Start of Dataset

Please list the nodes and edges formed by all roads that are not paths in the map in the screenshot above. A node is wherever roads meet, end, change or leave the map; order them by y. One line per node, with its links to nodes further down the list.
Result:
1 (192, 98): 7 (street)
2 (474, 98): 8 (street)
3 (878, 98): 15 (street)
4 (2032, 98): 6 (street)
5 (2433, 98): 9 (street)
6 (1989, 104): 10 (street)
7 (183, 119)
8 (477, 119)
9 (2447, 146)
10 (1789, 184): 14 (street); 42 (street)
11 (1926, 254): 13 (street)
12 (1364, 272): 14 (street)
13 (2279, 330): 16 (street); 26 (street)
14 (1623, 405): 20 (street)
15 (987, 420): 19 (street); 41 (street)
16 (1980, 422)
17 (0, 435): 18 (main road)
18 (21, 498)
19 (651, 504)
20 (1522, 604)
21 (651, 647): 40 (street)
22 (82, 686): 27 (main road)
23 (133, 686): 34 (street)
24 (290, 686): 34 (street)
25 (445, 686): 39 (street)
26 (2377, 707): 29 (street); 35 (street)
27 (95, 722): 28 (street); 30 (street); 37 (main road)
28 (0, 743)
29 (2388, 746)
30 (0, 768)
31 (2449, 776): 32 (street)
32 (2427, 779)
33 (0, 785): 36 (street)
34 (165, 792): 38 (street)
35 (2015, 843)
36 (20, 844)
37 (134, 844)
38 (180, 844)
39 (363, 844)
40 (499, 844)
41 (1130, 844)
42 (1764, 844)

End of Dataset

*Aim of the exercise*: Nothing in the data above may be skipped; repeat it all exactly.

*Task response*:
Please list the nodes and edges formed by all roads that are not paths in the map in the screenshot above. A node is wherever roads meet, end, change or leave the map; order them by y. One line per node, with its links to nodes further down the list.
Result:
1 (192, 98): 7 (street)
2 (474, 98): 8 (street)
3 (878, 98): 15 (street)
4 (2032, 98): 6 (street)
5 (2433, 98): 9 (street)
6 (1989, 104): 10 (street)
7 (183, 119)
8 (477, 119)
9 (2447, 146)
10 (1789, 184): 14 (street); 42 (street)
11 (1926, 254): 13 (street)
12 (1364, 272): 14 (street)
13 (2279, 330): 16 (street); 26 (street)
14 (1623, 405): 20 (street)
15 (987, 420): 19 (street); 41 (street)
16 (1980, 422)
17 (0, 435): 18 (main road)
18 (21, 498)
19 (651, 504)
20 (1522, 604)
21 (651, 647): 40 (street)
22 (82, 686): 27 (main road)
23 (133, 686): 34 (street)
24 (290, 686): 34 (street)
25 (445, 686): 39 (street)
26 (2377, 707): 29 (street); 35 (street)
27 (95, 722): 28 (street); 30 (street); 37 (main road)
28 (0, 743)
29 (2388, 746)
30 (0, 768)
31 (2449, 776): 32 (street)
32 (2427, 779)
33 (0, 785): 36 (street)
34 (165, 792): 38 (street)
35 (2015, 843)
36 (20, 844)
37 (134, 844)
38 (180, 844)
39 (363, 844)
40 (499, 844)
41 (1130, 844)
42 (1764, 844)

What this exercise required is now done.